Published on May 18, 2009


Strange… there’s a human with a sword hiding behind that tree…

In 1924, when J.R.R. Tolkien was a harried young father who had yet to write The Lord of the Rings, Fritz Lang essayed his treatment of the Elder Edda legends with Die Nibelungen. Tolkien’s version of the same story, The Legend of Sigurd and Gudrún, has just (as of May 5) been published. Your correspondent has yet to read it, but will be interested to see Tolkien’s take on the Big Germanic Legend. For those of you watching Lang’s and Thea Von Harbou’s version, here’s what you’ll get: Doom, doom, DOOM. And plenty of it.

That’s not all, of course. You get a dragon, and dwarves, and a magical bit of netting that confers invisibility, and a cursed treasure, and knights and castles. In its day this was as celebrated a film as the Peter Jackson Lord of the Rings, and for largely the same reasons. It was an intelligent and reasonably faithful adaptation of a famous epic, with great special effects and camerawork. Like Jackson’s LOTR, there was too much story for one film, and so Die Nibelungen is a five-hour duology of two films, Siegfried (or Siegfried’s Death)  and Kriemhild’s Revenge. The titles should clue you in: don’t expect a happy ending. Spoilers follow, but honestly, who hasn’t at least seen What’s Opera, Doc? Come on. Don’t be a whiner. You already know the story isn’t going to end well.

If you’re a fan of the Wagnerian Ring cycle, you may have a little trouble getting your head around the plot differences here. Wagner rewrote the epic and mixed in bits of other stories to create his four-opera megatragedy.
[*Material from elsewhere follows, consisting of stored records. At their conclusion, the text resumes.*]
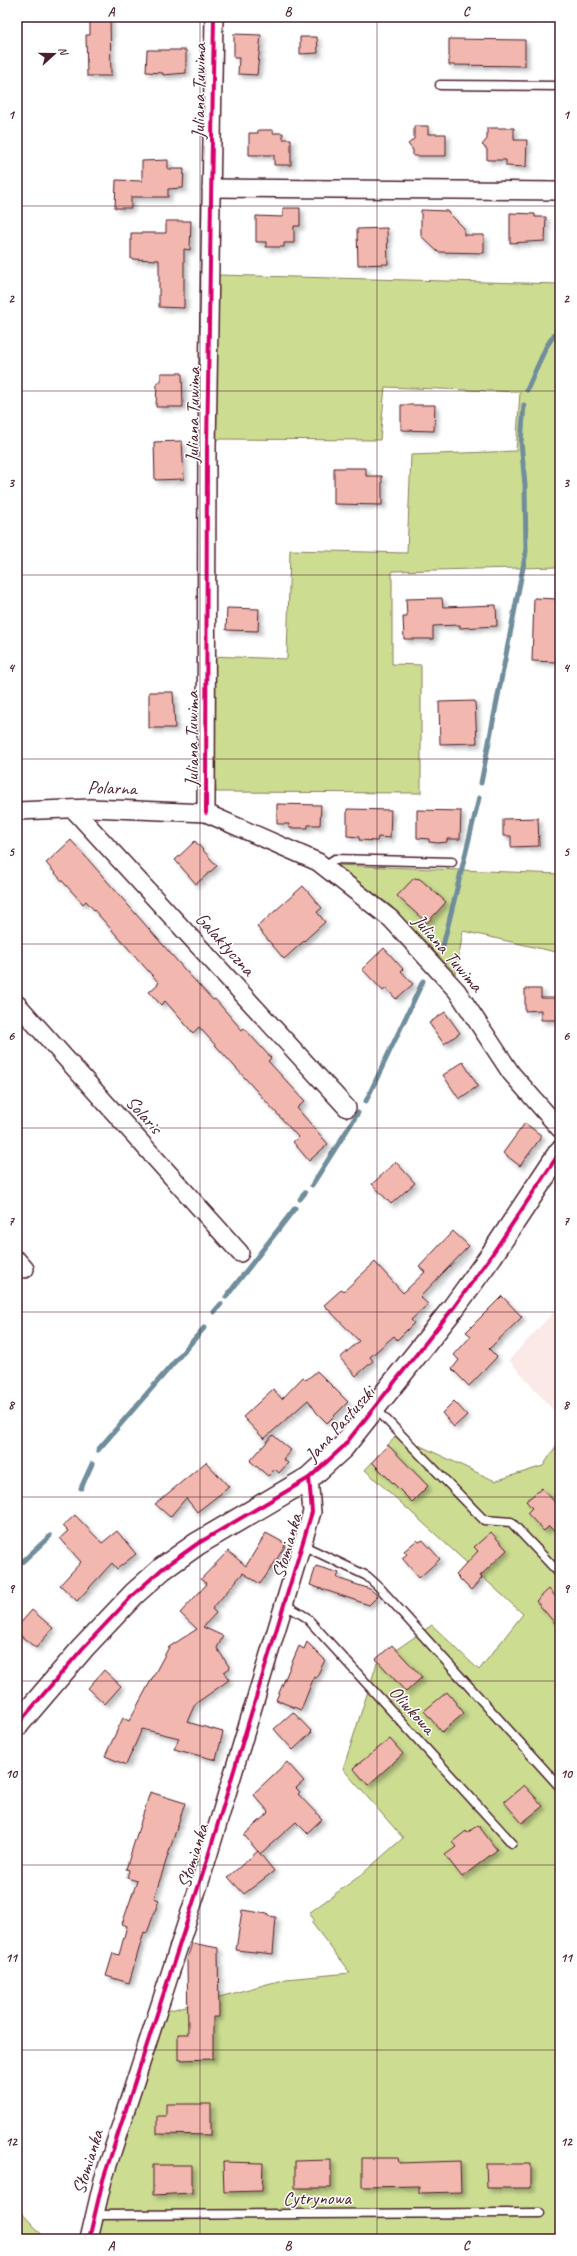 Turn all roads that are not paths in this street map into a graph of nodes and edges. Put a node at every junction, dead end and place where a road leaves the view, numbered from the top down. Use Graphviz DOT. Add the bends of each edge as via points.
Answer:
graph roads {
  1 [pos="214,17"];
  2 [pos="440,85"];
  3 [pos="560,86"];
  4 [pos="211,188"];
  5 [pos="560,191"];
  6 [pos="73,809"];
  7 [pos="17,811"];
  8 [pos="206,813"];
  9 [pos="452,862"];
  10 [pos="324,866"];
  11 [pos="17,1004"];
  12 [pos="347,1108"];
  13 [pos="560,1129"];
  14 [pos="560,1152"];
  15 [pos="240,1253"];
  16 [pos="375,1407"];
  17 [pos="309,1478"];
  18 [pos="302,1545"];
  19 [pos="560,1574"];
  20 [pos="284,1604"];
  21 [pos="17,1725"];
  22 [pos="560,1788"];
  23 [pos="512,1843"];
  24 [pos="540,2213"];
  25 [pos="94,2215"];
  26 [pos="89,2239"];
  1 -- 4 [label="street, Juliana Tuwima"];
  2 -- 3 [label="lane"];
  4 -- 5 [label="street"];
  4 -- 8 [label="street, Juliana Tuwima"];
  6 -- 7 [label="street, Polarna"];
  6 -- 8 [label="street, Polarna"];
  6 -- 12 [label="street, Galaktyczna"];
  8 -- 10 [label="street, Juliana Tuwima"];
  9 -- 10 [label="lane" via="335,859"];
  10 -- 13 [label="street, Juliana Tuwima" via="391,919 457,990 511,1073"];
  11 -- 15 [label="street, Solaris"];
  14 -- 16 [label="street, Jana Pastuszki" via="491,1256"];
  16 -- 17 [label="street, Jana Pastuszki" via="343,1447"];
  16 -- 19 [label="lane" via="484,1520 511,1522"];
  17 -- 18 [label="street, Słomianka" via="312,1512"];
  17 -- 21 [label="street, Jana Pastuszki" via="197,1544 162,1569 134,1594 83,1648"];
  18 -- 20 [label="street, Słomianka"];
  18 -- 22 [label="lane" via="367,1576 379,1587"];
  20 -- 23 [label="lane, Oliwkowa" via="306,1617"];
  20 -- 25 [label="street, Słomianka" via="206,1863 103,2180"];
  24 -- 25 [label="lane, Cytrynowa"];
  25 -- 26 [label="street, Słomianka"];
}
Lang and Von Harbou’s version sticks closer to the original story, and is considerably shorter as a consequence. Brunhild is not a valkyrie demigoddess but an amazonian queen of Iceland. The Norse gods don’t put in an appearance at all. And, surprise! Attila the Hun is a major player in the second half of the game.

The other elephant in the room is the fact that this was one of Hitler’s favorite films. You may well be wary of being force-fed five hours of Nazi propaganda, and it’s a fact that in 1933 the German Ufa (having just fired all its Jewish employees) re-released the first film with a Wagnerian soundtrack.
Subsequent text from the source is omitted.